I am not a very good spinner, in fact I am barely above a day one beginner. But over the years of practice, I can confirm that practice makes...better. I can usually keep my strand in one piece. For me, understanding the principles of spinning has driven me to spin finer singles. If I can keep a fine strand going, then getting thicker singles mean just putting more fiber in the drafting triangle. In fact, if I go for too long between spinning sessions, I find myself starting fat for a few inches before I can work down to the fine again.
Spinning a strand of singles means twisting the individual fibers in order that the fibers lock together, at the same time you constantly overlap layers of individual fibers to extend the strand, continuously twisting so that the fibers stick together. Lather. Rinse. Repeat. Sort of like laying a brick wall, how the bricks overlap each other to keep the wall strong. Instead of cement (or mortar), use twist. The more twist, the stronger the individual single (single strand) will be. But it is possible to put too much twist into the fiber. There is a balance of adding just enough extra twist into the single so that after you have made a long enough strand, you can ply that single with another single (or two or three or more) or even with itself, and overtwisting the single so that it wants to curl and knot up on itself when you let go of it.
In our society, most yarn used for knitting, or weaving, or whatever, is plied. In the same way that more twist makes a single stronger, combining two or more singles makes that combined (plied) yarn stronger. Which is probably the main reason society wants plied yarns.
Plies don't have to be made of singles of the same kind of fiber. You can make a plied yarn from a single of wool with a single of silk. Or a ply from a single of one color and a single of a second color. Plied yarn, in addition to being stronger also allows for more possibilities from a design perspective.
But I think singles get a bad rep. Historically, singles have been used to weave fabric on warp-weighted looms, and kept the human race from freezing in the days before central heating. I don't know for sure without doing some research, but singles may have also been woven into the sails that sailed Eric to the coast of North America on his Viking questing. You can spin singles with just enough twist to hold them together, making a soft supple fabric when knitted or woven (but more fragile). You can spin a singles with a lot of twist for strength and long wear, fighting its natural instinct to double back on itself, and weave or knit it into a fabric that wants to bias in turn, but it is as long wearing as you can want. You can spin singles thick or thin, or even"frog hair'. Singles are done when you are finished spinning, ready to use in a final product. Singles highlight the qualities of the fiber used to spin the single.

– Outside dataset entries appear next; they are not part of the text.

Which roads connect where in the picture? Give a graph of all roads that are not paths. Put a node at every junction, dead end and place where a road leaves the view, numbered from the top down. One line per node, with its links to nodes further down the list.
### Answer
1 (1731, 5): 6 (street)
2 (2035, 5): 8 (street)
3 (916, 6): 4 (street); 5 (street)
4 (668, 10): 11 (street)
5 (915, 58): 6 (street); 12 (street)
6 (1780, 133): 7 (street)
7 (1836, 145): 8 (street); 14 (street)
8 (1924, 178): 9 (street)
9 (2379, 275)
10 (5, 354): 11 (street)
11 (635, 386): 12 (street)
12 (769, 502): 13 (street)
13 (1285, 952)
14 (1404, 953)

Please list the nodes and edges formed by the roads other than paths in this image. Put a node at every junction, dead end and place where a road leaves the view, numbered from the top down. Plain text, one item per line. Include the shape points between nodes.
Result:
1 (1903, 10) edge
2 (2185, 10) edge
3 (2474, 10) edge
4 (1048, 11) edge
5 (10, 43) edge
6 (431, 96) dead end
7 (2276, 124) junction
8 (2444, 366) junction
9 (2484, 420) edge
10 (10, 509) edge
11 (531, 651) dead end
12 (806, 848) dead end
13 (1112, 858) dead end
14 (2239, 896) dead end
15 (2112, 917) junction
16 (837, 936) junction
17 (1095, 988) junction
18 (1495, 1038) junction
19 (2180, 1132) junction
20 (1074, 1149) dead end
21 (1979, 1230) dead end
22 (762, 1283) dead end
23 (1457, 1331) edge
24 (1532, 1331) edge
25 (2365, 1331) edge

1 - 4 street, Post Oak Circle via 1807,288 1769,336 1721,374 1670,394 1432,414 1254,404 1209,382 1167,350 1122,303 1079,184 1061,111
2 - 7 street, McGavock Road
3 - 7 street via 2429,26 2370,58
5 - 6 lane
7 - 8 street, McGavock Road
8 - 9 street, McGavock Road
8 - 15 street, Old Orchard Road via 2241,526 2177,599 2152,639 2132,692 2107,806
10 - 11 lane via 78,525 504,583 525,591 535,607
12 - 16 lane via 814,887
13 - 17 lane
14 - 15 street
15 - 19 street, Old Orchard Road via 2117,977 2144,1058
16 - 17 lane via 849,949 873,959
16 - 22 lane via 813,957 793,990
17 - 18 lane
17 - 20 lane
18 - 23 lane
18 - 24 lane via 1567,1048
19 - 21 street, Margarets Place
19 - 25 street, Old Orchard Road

The size of plied yarn is partly determined by the thickness of the singles used to ply the yarn, and the number of plies to make the final yarn. Plied yarn can be plied in interesting and creative ways. You can ply all the singles together in one go, you can ply one single at a time, twisting the opposite direction each time you add a ply. You can make a plied yarn cabled, or chained. It requires "frog hair" singles if you want a very fine plied yarn, but it is (and was) done. Historically. Pre-industrial revolution. By folks sitting in their dark cottages lit by candlelight. Well, maybe whale oil. And when I say "folks" you should read "women and children". The only time I can think of when european men handled singles and plies, pre-industrial revolution (because they took over nearly all the fiber activities when all those machines showed up), is rope-making. But they got to beat the rope with those clubs, so there's that. I do know of some males who engage in fiber activity, and even some males who make a living teaching females how to be fibery (go figure). It's not just the flower child/hippies of the 60s.
Oddly enough, I haven't heard anything about survivalists educating themselves to create cloth with fiber after society collapses; I guess they are going to be wearing furs and leathers.